_WHAT IS EXPECTED_
Look through the records below, and copy out every line that holds the string "Marqués".

###

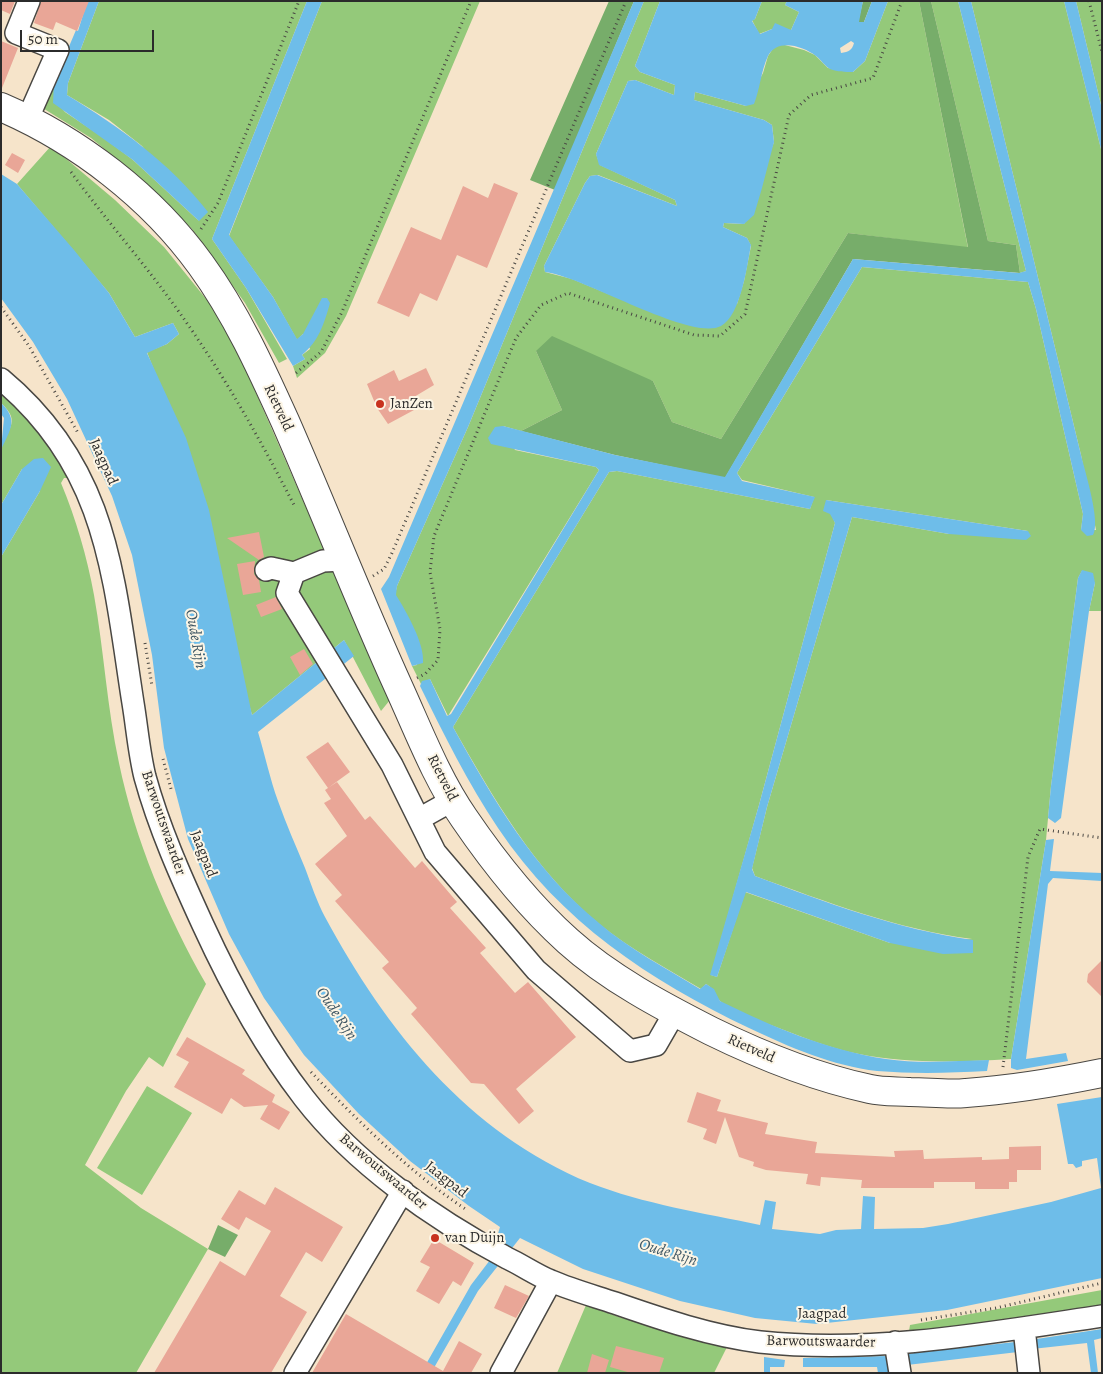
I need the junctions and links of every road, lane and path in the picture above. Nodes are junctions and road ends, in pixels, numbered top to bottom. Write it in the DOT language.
graph roads {
  1 [pos="29,1"];
  2 [pos="299,1"];
  3 [pos="471,1"];
  4 [pos="626,1"];
  5 [pos="902,1"];
  6 [pos="1090,1"];
  7 [pos="1102,52"];
  8 [pos="1,106"];
  9 [pos="36,122"];
  10 [pos="67,167"];
  11 [pos="189,249"];
  12 [pos="1,307"];
  13 [pos="296,373"];
  14 [pos="1,379"];
  15 [pos="79,435"];
  16 [pos="297,509"];
  17 [pos="343,560"];
  18 [pos="266,570"];
  19 [pos="294,573"];
  20 [pos="355,590"];
  21 [pos="144,638"];
  22 [pos="399,687"];
  23 [pos="153,693"];
  24 [pos="162,757"];
  25 [pos="172,794"];
  26 [pos="453,800"];
  27 [pos="419,820"];
  28 [pos="1102,838"];
  29 [pos="675,1012"];
  30 [pos="307,1069"];
  31 [pos="1102,1073"];
  32 [pos="1000,1089"];
  33 [pos="402,1191"];
  34 [pos="474,1215"];
  35 [pos="551,1281"];
  36 [pos="1102,1283"];
  37 [pos="1102,1316"];
  38 [pos="920,1320"];
  39 [pos="1024,1328"];
  40 [pos="898,1359"];
  41 [pos="295,1373"];
  42 [pos="501,1373"];
  43 [pos="1030,1373"];
  1 -- 9 [label="street"];
  2 -- 11 [label="path"];
  3 -- 13 [label="path"];
  4 -- 20 [label="path"];
  5 -- 22 [label="path"];
  6 -- 7 [label="path"];
  8 -- 9 [label="main road, Rietveld"];
  9 -- 11 [label="main road, Rietveld"];
  10 -- 16 [label="path"];
  11 -- 17 [label="main road, Rietveld"];
  12 -- 15 [label="path, Jaagpad"];
  14 -- 33 [label="street, Barwoutswaarder"];
  17 -- 19 [label="street"];
  17 -- 20 [label="main road, Rietveld"];
  18 -- 19 [label="street"];
  19 -- 27 [label="street"];
  20 -- 22 [label="main road, Rietveld"];
  21 -- 23 [label="path"];
  22 -- 26 [label="main road, Rietveld"];
  24 -- 25 [label="path"];
  26 -- 27 [label="street"];
  26 -- 29 [label="main road, Rietveld"];
  27 -- 29 [label="street"];
  28 -- 32 [label="path"];
  29 -- 32 [label="main road, Rietveld"];
  30 -- 34 [label="path, Jaagpad"];
  31 -- 32 [label="main road, Rietveld"];
  33 -- 35 [label="street, Barwoutswaarder"];
  33 -- 41 [label="street"];
  35 -- 40 [label="street, Barwoutswaarder"];
  35 -- 42 [label="street"];
  36 -- 38 [label="path"];
  37 -- 39 [label="street, Barwoutswaarder"];
  39 -- 40 [label="street, Barwoutswaarder"];
  39 -- 43 [label="street"];
}
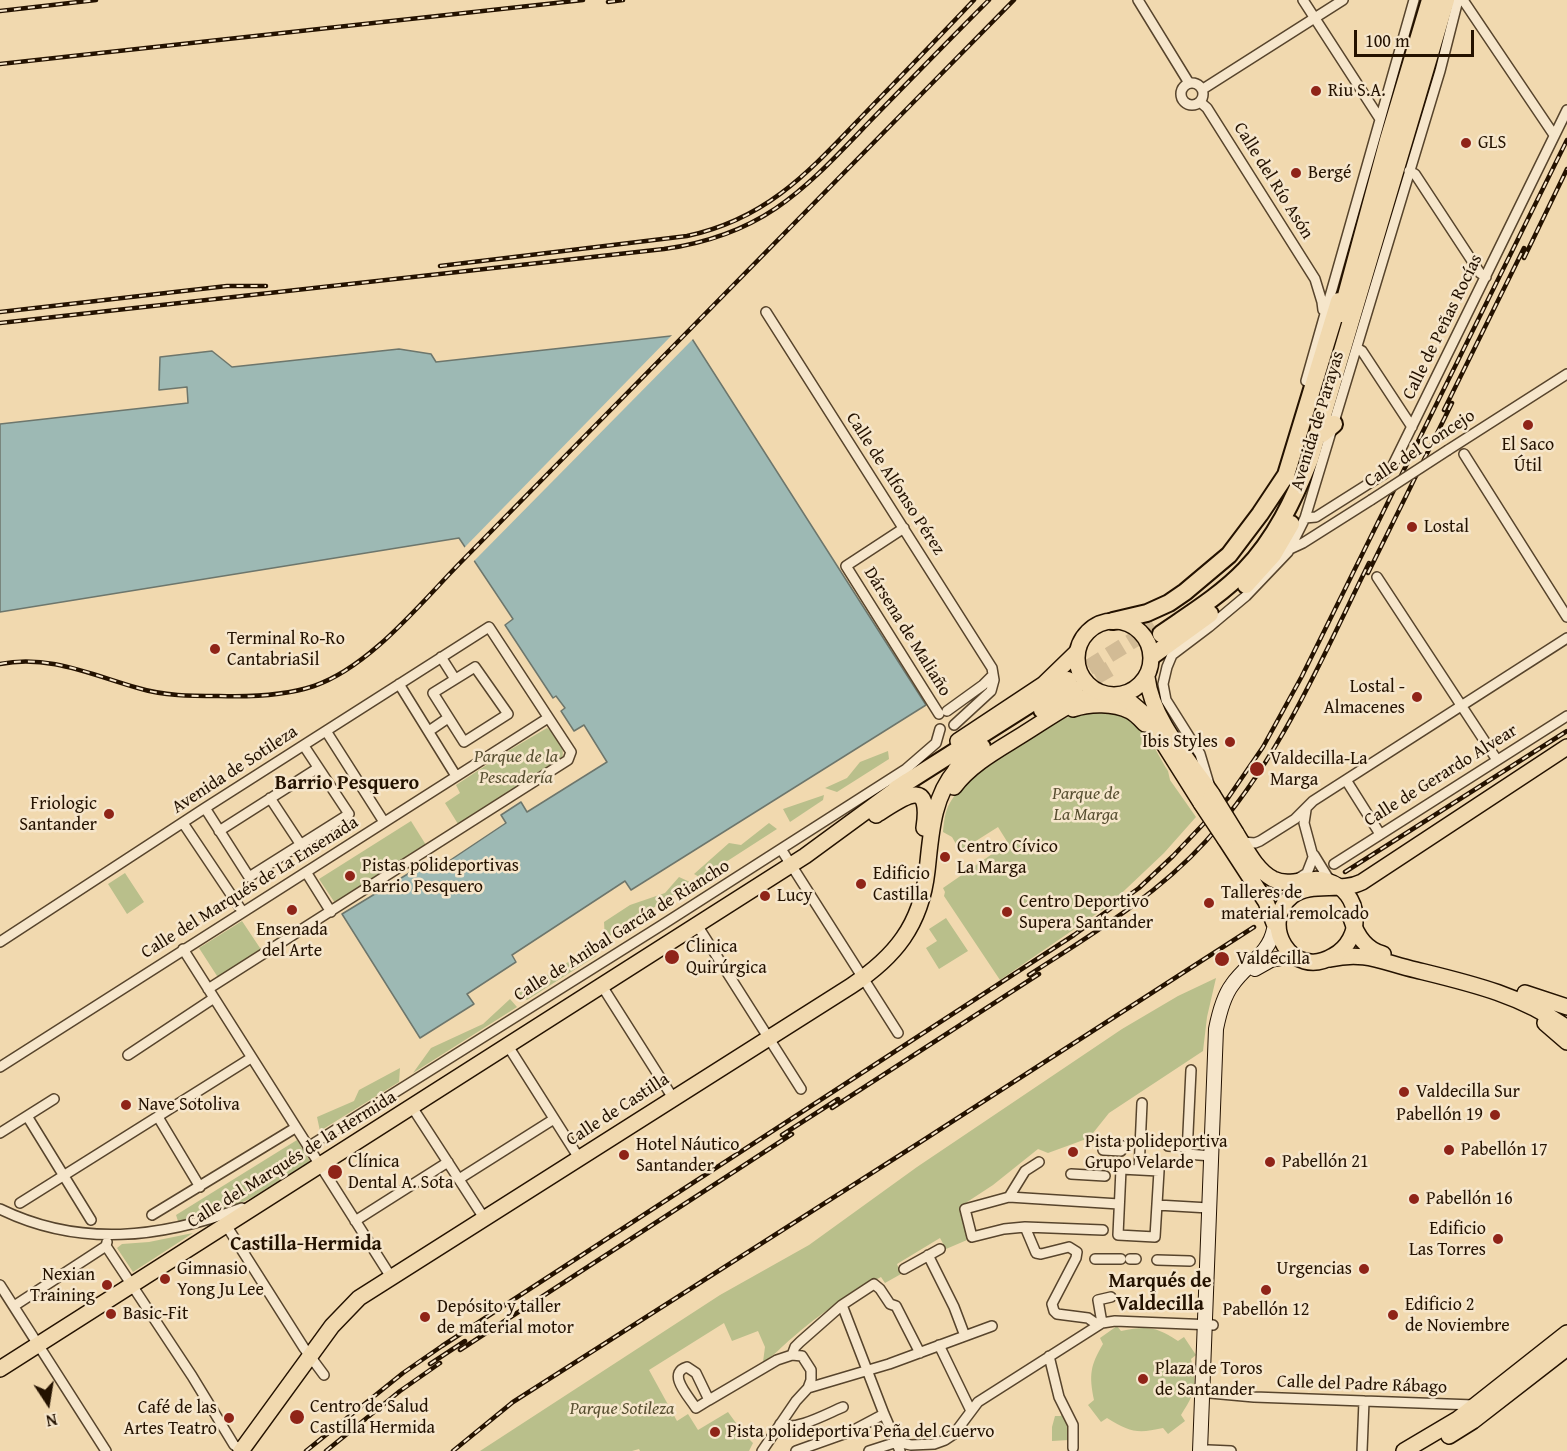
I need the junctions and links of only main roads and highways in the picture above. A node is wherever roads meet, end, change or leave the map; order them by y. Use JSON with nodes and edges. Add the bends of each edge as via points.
{"nodes":[{"id":1,"x":1430,"y":0,"type":"edge"},
{"id":2,"x":1446,"y":0,"type":"edge"},
{"id":3,"x":1373,"y":222,"type":"junction"},
{"id":4,"x":1306,"y":381,"type":"road end"},
{"id":5,"x":1260,"y":514,"type":"junction"},
{"id":6,"x":1266,"y":575,"type":"road end"},
{"id":7,"x":1246,"y":584,"type":"junction"},
{"id":8,"x":1113,"y":621,"type":"junction"},
{"id":9,"x":1158,"y":630,"type":"tunnel mouth"},
{"id":10,"x":1077,"y":652,"type":"junction"},
{"id":11,"x":1152,"y":656,"type":"junction"},
{"id":12,"x":1147,"y":677,"type":"junction"},
{"id":13,"x":1098,"y":692,"type":"junction"},
{"id":14,"x":1122,"y":695,"type":"junction"},
{"id":15,"x":1046,"y":720,"type":"junction"},
{"id":16,"x":1156,"y":733,"type":"junction"},
{"id":17,"x":1567,"y":747,"type":"edge"},
{"id":18,"x":1567,"y":757,"type":"edge"},
{"id":19,"x":956,"y":770,"type":"joint"},
{"id":20,"x":896,"y":789,"type":"junction"},
{"id":21,"x":1207,"y":798,"type":"junction"},
{"id":22,"x":934,"y":817,"type":"junction"},
{"id":23,"x":1237,"y":844,"type":"junction"},
{"id":24,"x":808,"y":854,"type":"junction"},
{"id":25,"x":1301,"y":883,"type":"junction"},
{"id":26,"x":1335,"y":886,"type":"junction"},
{"id":27,"x":919,"y":906,"type":"junction"},
{"id":28,"x":1354,"y":913,"type":"junction"},
{"id":29,"x":1274,"y":924,"type":"junction"},
{"id":30,"x":1294,"y":959,"type":"junction"},
{"id":31,"x":1331,"y":961,"type":"junction"},
{"id":32,"x":1246,"y":974,"type":"junction"},
{"id":33,"x":1537,"y":998,"type":"junction"},
{"id":34,"x":1518,"y":1000,"type":"junction"},
{"id":35,"x":1567,"y":1007,"type":"edge"},
{"id":36,"x":1567,"y":1017,"type":"edge"},
{"id":37,"x":1567,"y":1028,"type":"edge"},
{"id":38,"x":1567,"y":1041,"type":"edge"},
{"id":39,"x":1209,"y":1325,"type":"junction"},
{"id":40,"x":1567,"y":1333,"type":"edge"},
{"id":41,"x":1567,"y":1348,"type":"edge"},
{"id":42,"x":0,"y":1369,"type":"edge"},
{"id":43,"x":241,"y":1450,"type":"edge"},
{"id":44,"x":1205,"y":1451,"type":"edge"},
{"id":45,"x":1404,"y":1451,"type":"edge"},
{"id":46,"x":1423,"y":1451,"type":"edge"}],
"edges":[{"from":1,"to":3,"type":"highway"},
{"from":2,"to":3,"type":"highway"},
{"from":3,"to":5,"type":"highway","via":[[1328,334],[1286,475]]},
{"from":3,"to":7,"type":"highway","via":[[1366,289],[1328,429],[1285,536]]},
{"from":3,"to":9,"type":"highway","via":[[1310,459],[1298,490],[1274,533],[1246,570],[1211,600]]},
{"from":4,"to":5,"type":"highway","via":[[1286,457]]},
{"from":5,"to":8,"type":"highway","via":[[1229,555],[1185,592],[1147,613]]},
{"from":6,"to":7,"type":"highway"},
{"from":7,"to":11,"type":"highway"},
{"from":8,"to":10,"type":"main road","via":[[1093,628]]},
{"from":8,"to":11,"type":"main road","via":[[1124,622],[1144,635]]},
{"from":10,"to":13,"type":"main road","via":[[1081,676]]},
{"from":10,"to":20,"type":"main road","name":"Calle del Marqués de la Hermida","via":[[1044,684]]},
{"from":11,"to":12,"type":"main road"},
{"from":12,"to":14,"type":"main road","via":[[1137,689]]},
{"from":12,"to":21,"type":"main road","via":[[1157,713]]},
{"from":13,"to":14,"type":"main road"},
{"from":13,"to":15,"type":"main road"},
{"from":14,"to":16,"type":"main road","via":[[1143,713]]},
{"from":15,"to":16,"type":"main road","via":[[1081,706],[1105,705],[1131,712]]},
{"from":15,"to":22,"type":"main road","via":[[964,774]]},
{"from":16,"to":21,"type":"main road"},
{"from":17,"to":26,"type":"main road","via":[[1408,850],[1355,881]]},
{"from":18,"to":28,"type":"main road","via":[[1373,882]]},
{"from":19,"to":20,"type":"highway","via":[[1072,685]]},
{"from":19,"to":22,"type":"main road","name":"Calle de Castilla","via":[[943,787]]},
{"from":20,"to":24,"type":"main road","name":"Calle del Marqués de la Hermida"},
{"from":21,"to":23,"type":"main road","bridge":true},
{"from":22,"to":27,"type":"main road","name":"Calle de Castilla"},
{"from":23,"to":25,"type":"main road","via":[[1267,880],[1284,888]]},
{"from":23,"to":29,"type":"main road"},
{"from":24,"to":27,"type":"main road","via":[[905,797],[919,795],[926,809]]},
{"from":24,"to":42,"type":"main road","name":"Calle del Marqués de la Hermida","via":[[603,985],[511,1051],[412,1107]]},
{"from":25,"to":26,"type":"main road"},
{"from":25,"to":29,"type":"main road","via":[[1282,899]]},
{"from":26,"to":28,"type":"main road","via":[[1351,898]]},
{"from":26,"to":29,"type":"main road","via":[[1306,889],[1292,896]]},
{"from":27,"to":43,"type":"main road","name":"Calle de Castilla","via":[[900,943],[863,978],[359,1298]]},
{"from":28,"to":30,"type":"main road","via":[[1338,947],[1322,956]]},
{"from":28,"to":31,"type":"main road","via":[[1352,936]]},
{"from":28,"to":33,"type":"main road","via":[[1362,940],[1374,951],[1489,979]]},
{"from":29,"to":30,"type":"main road"},
{"from":29,"to":32,"type":"main road","via":[[1271,939]]},
{"from":30,"to":31,"type":"main road","via":[[1302,966],[1315,967]]},
{"from":30,"to":32,"type":"main road","via":[[1264,963]]},
{"from":31,"to":34,"type":"main road","via":[[1362,955]]},
{"from":32,"to":39,"type":"main road","via":[[1230,1003],[1223,1035]]},
{"from":32,"to":39,"type":"main road","via":[[1226,996],[1218,1019],[1209,1208],[1199,1262]]},
{"from":33,"to":35,"type":"main road"},
{"from":33,"to":36,"type":"main road"},
{"from":34,"to":37,"type":"main road"},
{"from":34,"to":38,"type":"main road"},
{"from":39,"to":44,"type":"main road"},
{"from":39,"to":44,"type":"main road","via":[[1210,1393]]},
{"from":40,"to":45,"type":"main road","via":[[1458,1419]]},
{"from":41,"to":46,"type":"main road","via":[[1473,1421]]}]}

###

_ANSWER TO THIS PROBLEM_
{"from":10,"to":20,"type":"main road","name":"Calle del Marqués de la Hermida","via":[[1044,684]]},
{"from":20,"to":24,"type":"main road","name":"Calle del Marqués de la Hermida"},
{"from":24,"to":42,"type":"main road","name":"Calle del Marqués de la Hermida","via":[[603,985],[511,1051],[412,1107]]},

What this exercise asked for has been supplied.